* **About this exercise**:
Although the entries contain pictures, your copy should hold only their exact text.

========

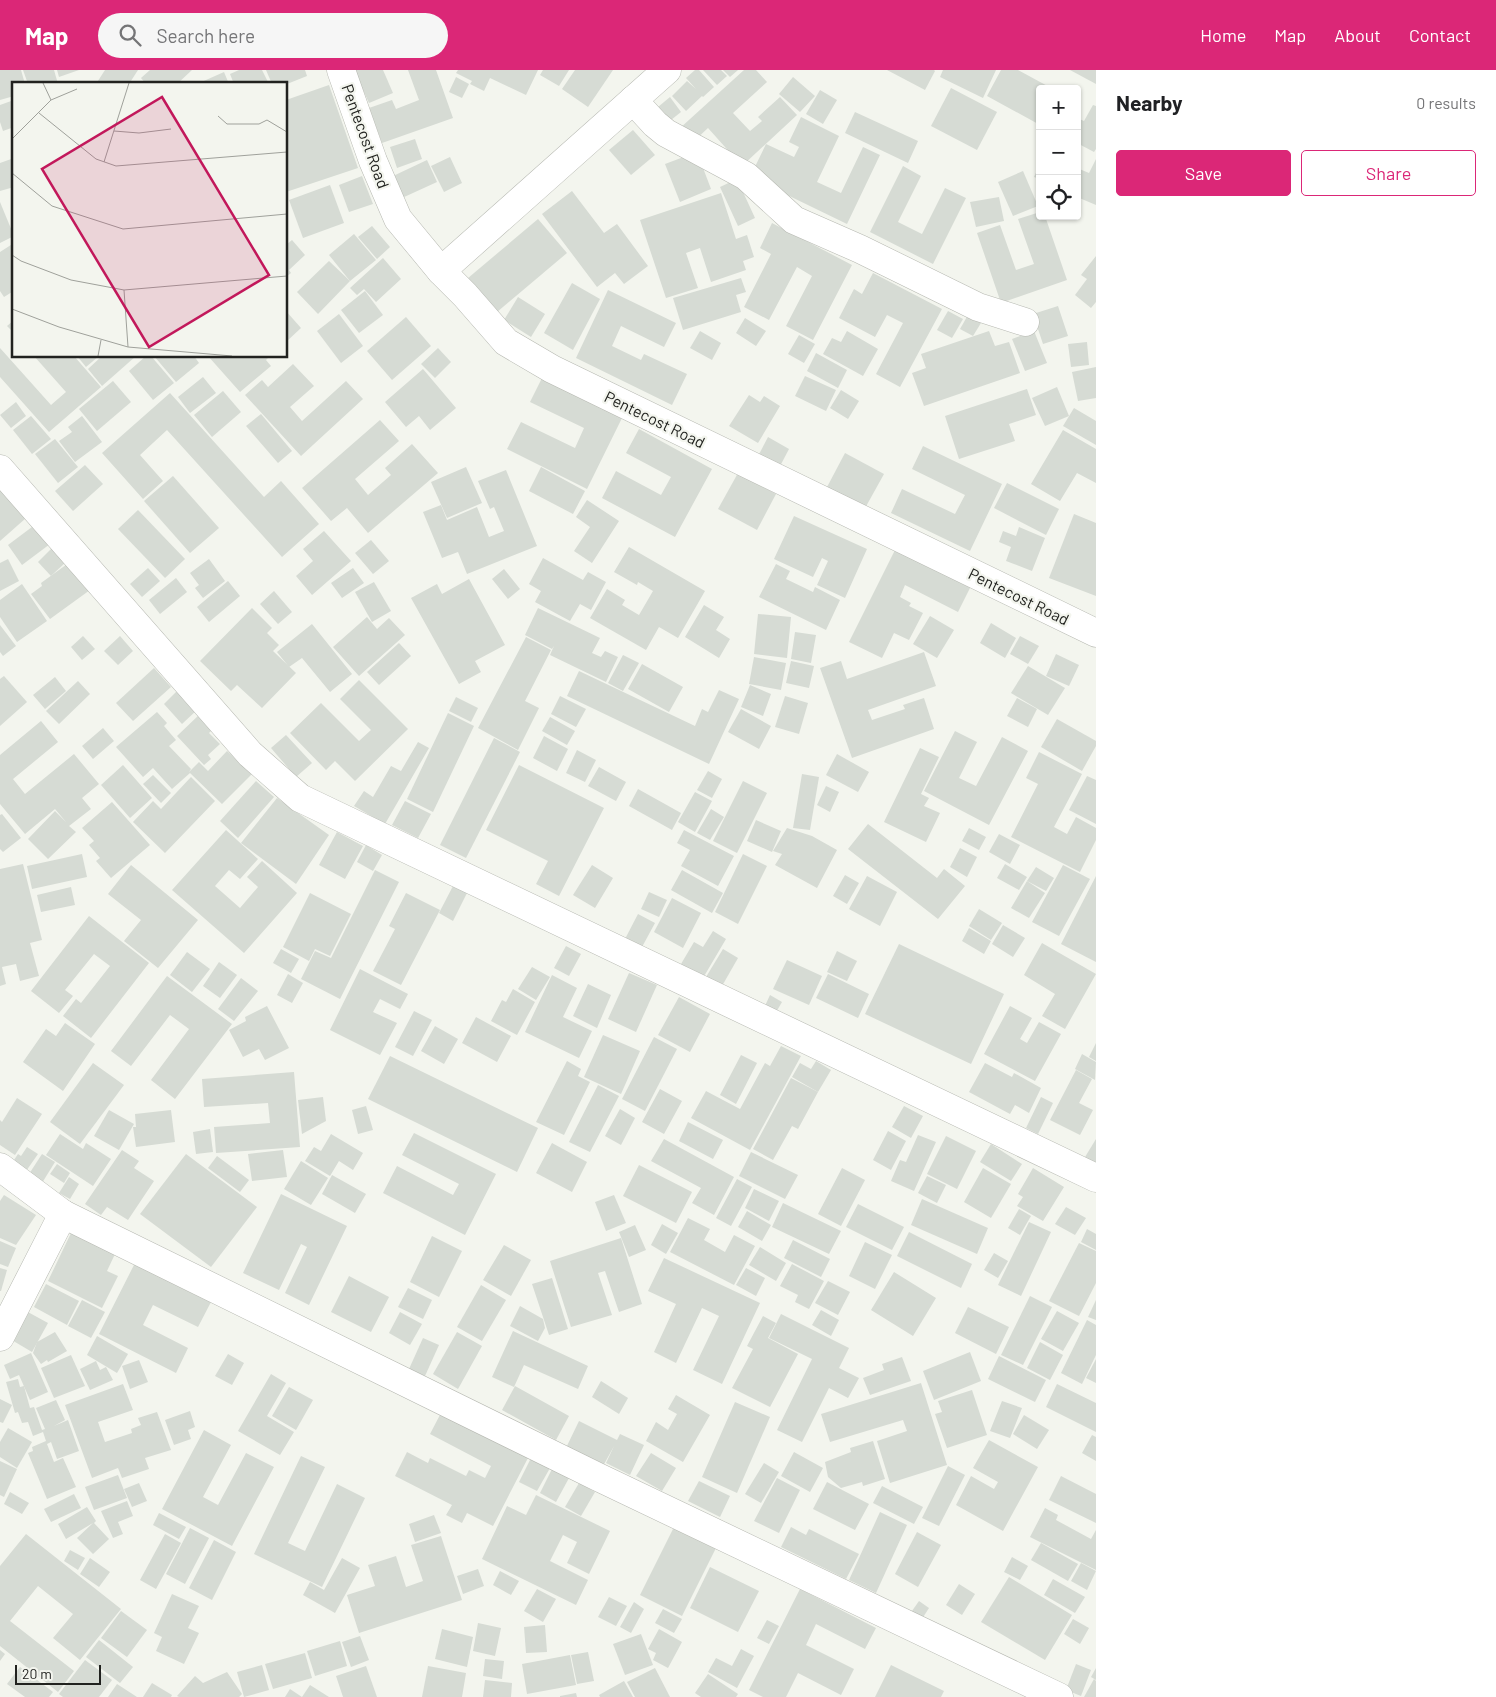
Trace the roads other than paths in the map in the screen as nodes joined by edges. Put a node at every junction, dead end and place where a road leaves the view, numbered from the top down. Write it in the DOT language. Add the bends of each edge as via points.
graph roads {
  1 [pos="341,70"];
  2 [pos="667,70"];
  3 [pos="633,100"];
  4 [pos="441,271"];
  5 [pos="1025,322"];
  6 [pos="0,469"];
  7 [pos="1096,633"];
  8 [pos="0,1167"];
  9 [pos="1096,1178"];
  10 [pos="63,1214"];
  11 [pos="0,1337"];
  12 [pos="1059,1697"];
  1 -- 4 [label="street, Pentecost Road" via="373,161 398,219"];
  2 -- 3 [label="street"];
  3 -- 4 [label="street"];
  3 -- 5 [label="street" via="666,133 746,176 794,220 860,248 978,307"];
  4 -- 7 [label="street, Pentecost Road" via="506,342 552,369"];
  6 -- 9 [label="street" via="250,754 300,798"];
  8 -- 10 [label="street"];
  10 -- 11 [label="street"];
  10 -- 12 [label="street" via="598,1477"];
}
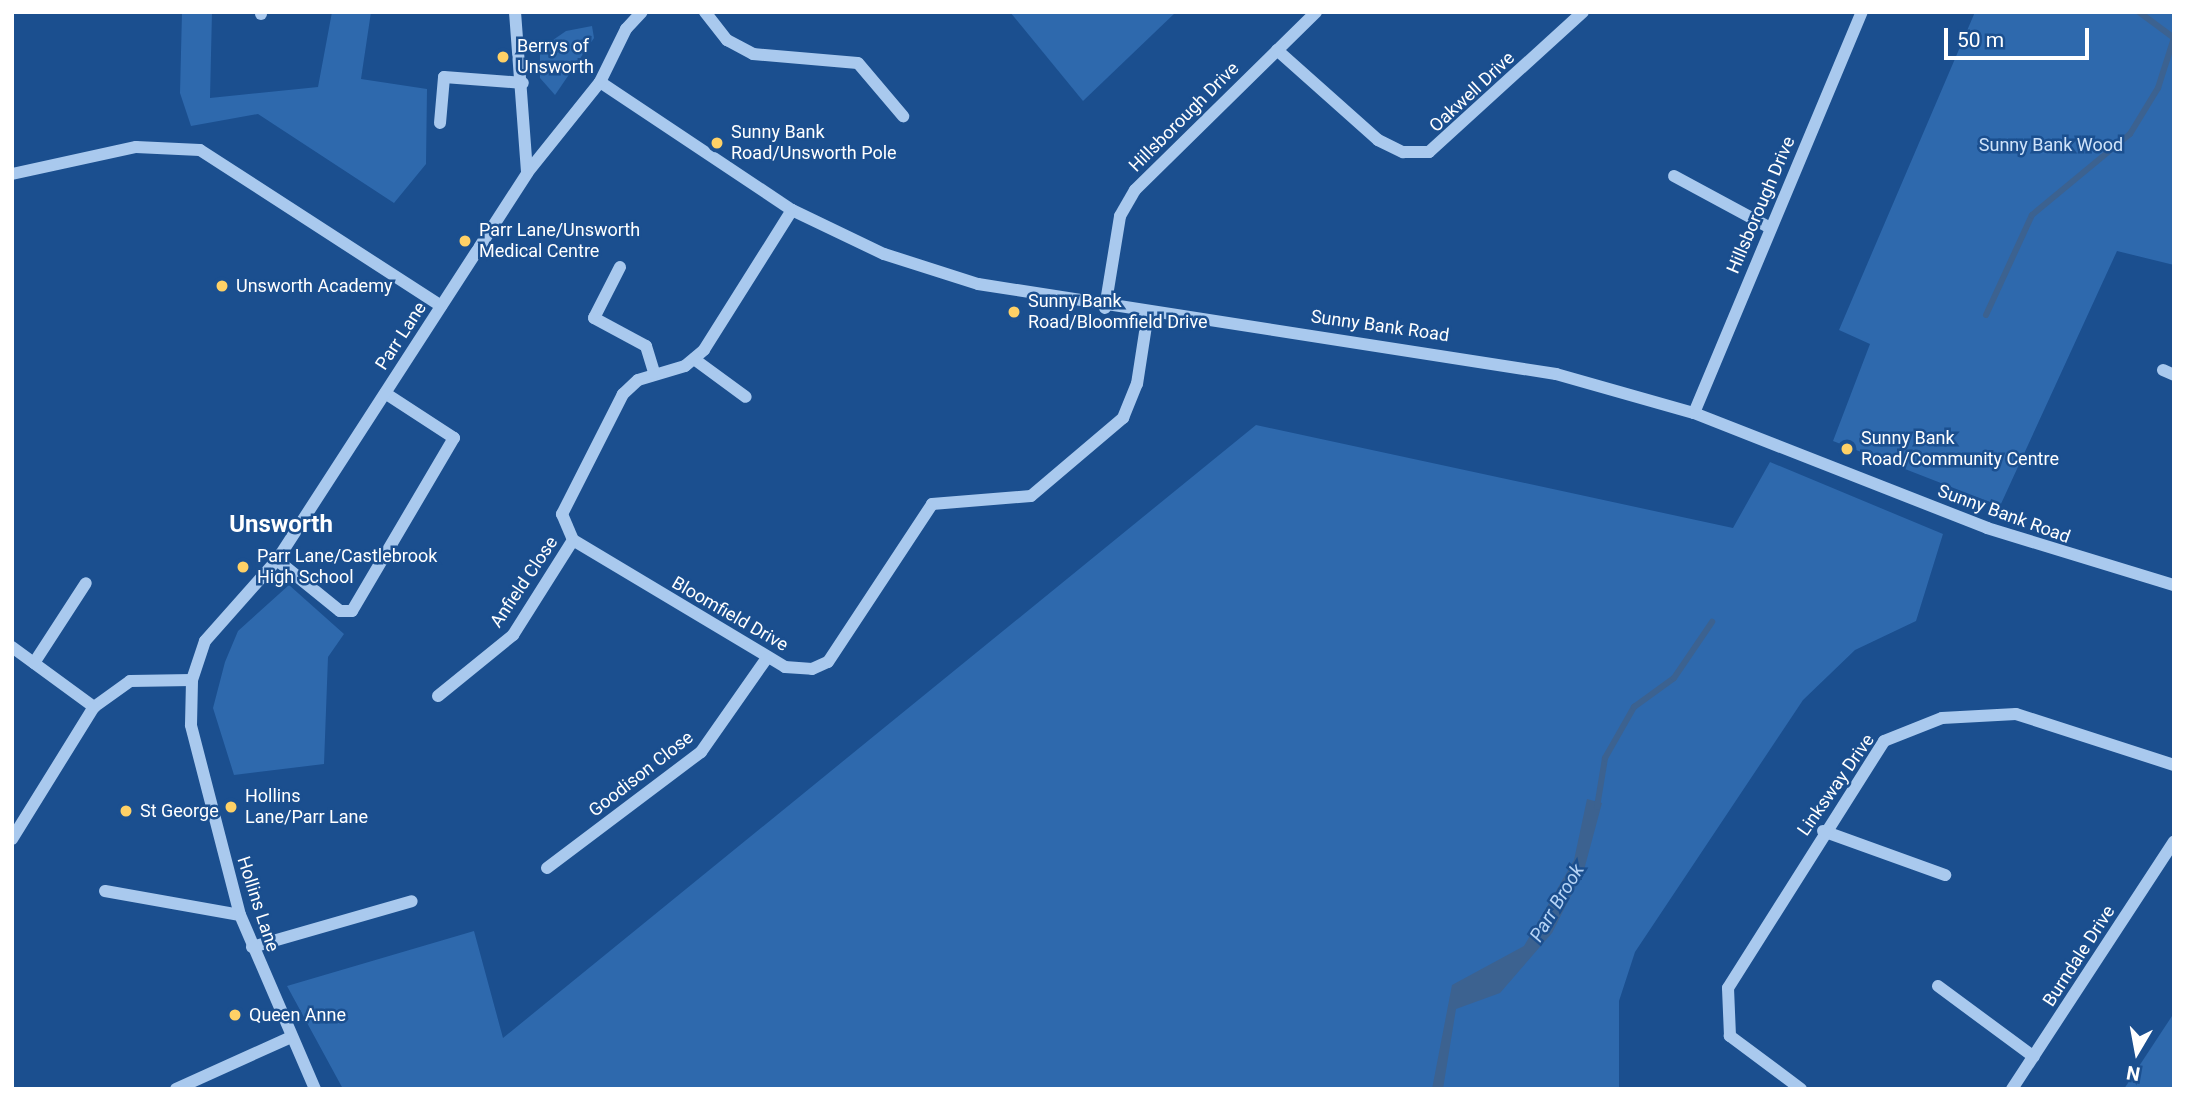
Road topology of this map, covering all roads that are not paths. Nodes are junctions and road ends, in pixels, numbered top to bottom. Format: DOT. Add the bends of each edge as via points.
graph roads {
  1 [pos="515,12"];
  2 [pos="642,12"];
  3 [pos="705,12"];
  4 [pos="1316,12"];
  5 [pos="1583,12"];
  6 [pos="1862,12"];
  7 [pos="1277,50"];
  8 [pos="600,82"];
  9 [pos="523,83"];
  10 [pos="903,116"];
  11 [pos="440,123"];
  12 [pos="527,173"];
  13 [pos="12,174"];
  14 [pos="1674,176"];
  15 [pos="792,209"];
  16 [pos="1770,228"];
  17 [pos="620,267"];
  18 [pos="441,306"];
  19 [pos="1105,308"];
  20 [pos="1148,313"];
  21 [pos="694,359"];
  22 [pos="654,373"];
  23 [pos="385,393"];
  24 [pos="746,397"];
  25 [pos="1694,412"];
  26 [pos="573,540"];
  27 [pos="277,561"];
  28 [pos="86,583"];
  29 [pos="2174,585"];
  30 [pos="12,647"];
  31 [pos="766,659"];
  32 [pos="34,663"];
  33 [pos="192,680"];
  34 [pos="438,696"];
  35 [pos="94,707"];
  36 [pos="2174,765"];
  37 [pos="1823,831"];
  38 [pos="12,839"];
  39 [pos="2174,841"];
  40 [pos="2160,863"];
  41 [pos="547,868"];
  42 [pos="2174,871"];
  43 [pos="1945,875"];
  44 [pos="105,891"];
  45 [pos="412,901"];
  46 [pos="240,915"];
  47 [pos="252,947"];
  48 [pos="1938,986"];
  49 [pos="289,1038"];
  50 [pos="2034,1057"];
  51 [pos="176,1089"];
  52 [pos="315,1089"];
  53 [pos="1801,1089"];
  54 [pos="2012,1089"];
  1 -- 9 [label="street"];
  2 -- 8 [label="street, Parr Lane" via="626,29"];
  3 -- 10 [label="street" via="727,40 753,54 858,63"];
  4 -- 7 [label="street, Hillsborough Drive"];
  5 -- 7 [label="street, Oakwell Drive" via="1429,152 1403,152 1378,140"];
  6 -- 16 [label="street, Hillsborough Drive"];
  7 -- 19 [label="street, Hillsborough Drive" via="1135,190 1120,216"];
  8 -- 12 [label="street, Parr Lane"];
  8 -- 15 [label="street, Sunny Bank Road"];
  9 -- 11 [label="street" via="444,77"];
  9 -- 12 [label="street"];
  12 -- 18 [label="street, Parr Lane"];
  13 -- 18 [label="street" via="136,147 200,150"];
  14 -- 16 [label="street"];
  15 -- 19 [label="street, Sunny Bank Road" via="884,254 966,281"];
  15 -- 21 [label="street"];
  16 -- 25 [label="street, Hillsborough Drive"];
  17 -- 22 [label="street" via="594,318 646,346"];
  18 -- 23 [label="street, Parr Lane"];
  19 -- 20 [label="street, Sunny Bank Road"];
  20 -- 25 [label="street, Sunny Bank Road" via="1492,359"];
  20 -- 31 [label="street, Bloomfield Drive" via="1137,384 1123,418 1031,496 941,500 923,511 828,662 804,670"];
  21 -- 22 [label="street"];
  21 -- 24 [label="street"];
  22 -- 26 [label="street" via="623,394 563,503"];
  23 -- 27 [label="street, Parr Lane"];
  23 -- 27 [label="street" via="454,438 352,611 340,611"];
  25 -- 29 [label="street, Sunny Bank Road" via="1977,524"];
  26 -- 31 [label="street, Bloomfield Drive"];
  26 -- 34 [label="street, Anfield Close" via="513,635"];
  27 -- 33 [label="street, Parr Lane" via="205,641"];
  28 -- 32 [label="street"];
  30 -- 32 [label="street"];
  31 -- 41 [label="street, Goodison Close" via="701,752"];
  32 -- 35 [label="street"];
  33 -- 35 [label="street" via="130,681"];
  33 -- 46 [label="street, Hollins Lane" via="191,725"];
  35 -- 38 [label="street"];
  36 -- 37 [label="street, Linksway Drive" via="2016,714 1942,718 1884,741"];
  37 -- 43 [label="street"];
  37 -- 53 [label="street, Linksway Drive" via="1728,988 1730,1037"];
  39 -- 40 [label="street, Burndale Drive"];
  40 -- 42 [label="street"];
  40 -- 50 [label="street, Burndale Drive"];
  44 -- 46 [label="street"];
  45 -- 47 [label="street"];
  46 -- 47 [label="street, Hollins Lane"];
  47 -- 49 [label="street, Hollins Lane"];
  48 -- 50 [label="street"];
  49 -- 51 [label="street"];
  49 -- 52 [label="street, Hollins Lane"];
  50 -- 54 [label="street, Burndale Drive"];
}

========

* **Result for this exercise**:
Trace the roads other than paths in the map in the screen as nodes joined by edges. Put a node at every junction, dead end and place where a road leaves the view, numbered from the top down. Write it in the DOT language. Add the bends of each edge as via points.
graph roads {
  1 [pos="341,70"];
  2 [pos="667,70"];
  3 [pos="633,100"];
  4 [pos="441,271"];
  5 [pos="1025,322"];
  6 [pos="0,469"];
  7 [pos="1096,633"];
  8 [pos="0,1167"];
  9 [pos="1096,1178"];
  10 [pos="63,1214"];
  11 [pos="0,1337"];
  12 [pos="1059,1697"];
  1 -- 4 [label="street, Pentecost Road" via="373,161 398,219"];
  2 -- 3 [label="street"];
  3 -- 4 [label="street"];
  3 -- 5 [label="street" via="666,133 746,176 794,220 860,248 978,307"];
  4 -- 7 [label="street, Pentecost Road" via="506,342 552,369"];
  6 -- 9 [label="street" via="250,754 300,798"];
  8 -- 10 [label="street"];
  10 -- 11 [label="street"];
  10 -- 12 [label="street" via="598,1477"];
}
Road topology of this map, covering all roads that are not paths. Nodes are junctions and road ends, in pixels, numbered top to bottom. Format: DOT. Add the bends of each edge as via points.
graph roads {
  1 [pos="515,12"];
  2 [pos="642,12"];
  3 [pos="705,12"];
  4 [pos="1316,12"];
  5 [pos="1583,12"];
  6 [pos="1862,12"];
  7 [pos="1277,50"];
  8 [pos="600,82"];
  9 [pos="523,83"];
  10 [pos="903,116"];
  11 [pos="440,123"];
  12 [pos="527,173"];
  13 [pos="12,174"];
  14 [pos="1674,176"];
  15 [pos="792,209"];
  16 [pos="1770,228"];
  17 [pos="620,267"];
  18 [pos="441,306"];
  19 [pos="1105,308"];
  20 [pos="1148,313"];
  21 [pos="694,359"];
  22 [pos="654,373"];
  23 [pos="385,393"];
  24 [pos="746,397"];
  25 [pos="1694,412"];
  26 [pos="573,540"];
  27 [pos="277,561"];
  28 [pos="86,583"];
  29 [pos="2174,585"];
  30 [pos="12,647"];
  31 [pos="766,659"];
  32 [pos="34,663"];
  33 [pos="192,680"];
  34 [pos="438,696"];
  35 [pos="94,707"];
  36 [pos="2174,765"];
  37 [pos="1823,831"];
  38 [pos="12,839"];
  39 [pos="2174,841"];
  40 [pos="2160,863"];
  41 [pos="547,868"];
  42 [pos="2174,871"];
  43 [pos="1945,875"];
  44 [pos="105,891"];
  45 [pos="412,901"];
  46 [pos="240,915"];
  47 [pos="252,947"];
  48 [pos="1938,986"];
  49 [pos="289,1038"];
  50 [pos="2034,1057"];
  51 [pos="176,1089"];
  52 [pos="315,1089"];
  53 [pos="1801,1089"];
  54 [pos="2012,1089"];
  1 -- 9 [label="street"];
  2 -- 8 [label="street, Parr Lane" via="626,29"];
  3 -- 10 [label="street" via="727,40 753,54 858,63"];
  4 -- 7 [label="street, Hillsborough Drive"];
  5 -- 7 [label="street, Oakwell Drive" via="1429,152 1403,152 1378,140"];
  6 -- 16 [label="street, Hillsborough Drive"];
  7 -- 19 [label="street, Hillsborough Drive" via="1135,190 1120,216"];
  8 -- 12 [label="street, Parr Lane"];
  8 -- 15 [label="street, Sunny Bank Road"];
  9 -- 11 [label="street" via="444,77"];
  9 -- 12 [label="street"];
  12 -- 18 [label="street, Parr Lane"];
  13 -- 18 [label="street" via="136,147 200,150"];
  14 -- 16 [label="street"];
  15 -- 19 [label="street, Sunny Bank Road" via="884,254 966,281"];
  15 -- 21 [label="street"];
  16 -- 25 [label="street, Hillsborough Drive"];
  17 -- 22 [label="street" via="594,318 646,346"];
  18 -- 23 [label="street, Parr Lane"];
  19 -- 20 [label="street, Sunny Bank Road"];
  20 -- 25 [label="street, Sunny Bank Road" via="1492,359"];
  20 -- 31 [label="street, Bloomfield Drive" via="1137,384 1123,418 1031,496 941,500 923,511 828,662 804,670"];
  21 -- 22 [label="street"];
  21 -- 24 [label="street"];
  22 -- 26 [label="street" via="623,394 563,503"];
  23 -- 27 [label="street, Parr Lane"];
  23 -- 27 [label="street" via="454,438 352,611 340,611"];
  25 -- 29 [label="street, Sunny Bank Road" via="1977,524"];
  26 -- 31 [label="street, Bloomfield Drive"];
  26 -- 34 [label="street, Anfield Close" via="513,635"];
  27 -- 33 [label="street, Parr Lane" via="205,641"];
  28 -- 32 [label="street"];
  30 -- 32 [label="street"];
  31 -- 41 [label="street, Goodison Close" via="701,752"];
  32 -- 35 [label="street"];
  33 -- 35 [label="street" via="130,681"];
  33 -- 46 [label="street, Hollins Lane" via="191,725"];
  35 -- 38 [label="street"];
  36 -- 37 [label="street, Linksway Drive" via="2016,714 1942,718 1884,741"];
  37 -- 43 [label="street"];
  37 -- 53 [label="street, Linksway Drive" via="1728,988 1730,1037"];
  39 -- 40 [label="street, Burndale Drive"];
  40 -- 42 [label="street"];
  40 -- 50 [label="street, Burndale Drive"];
  44 -- 46 [label="street"];
  45 -- 47 [label="street"];
  46 -- 47 [label="street, Hollins Lane"];
  47 -- 49 [label="street, Hollins Lane"];
  48 -- 50 [label="street"];
  49 -- 51 [label="street"];
  49 -- 52 [label="street, Hollins Lane"];
  50 -- 54 [label="street, Burndale Drive"];
}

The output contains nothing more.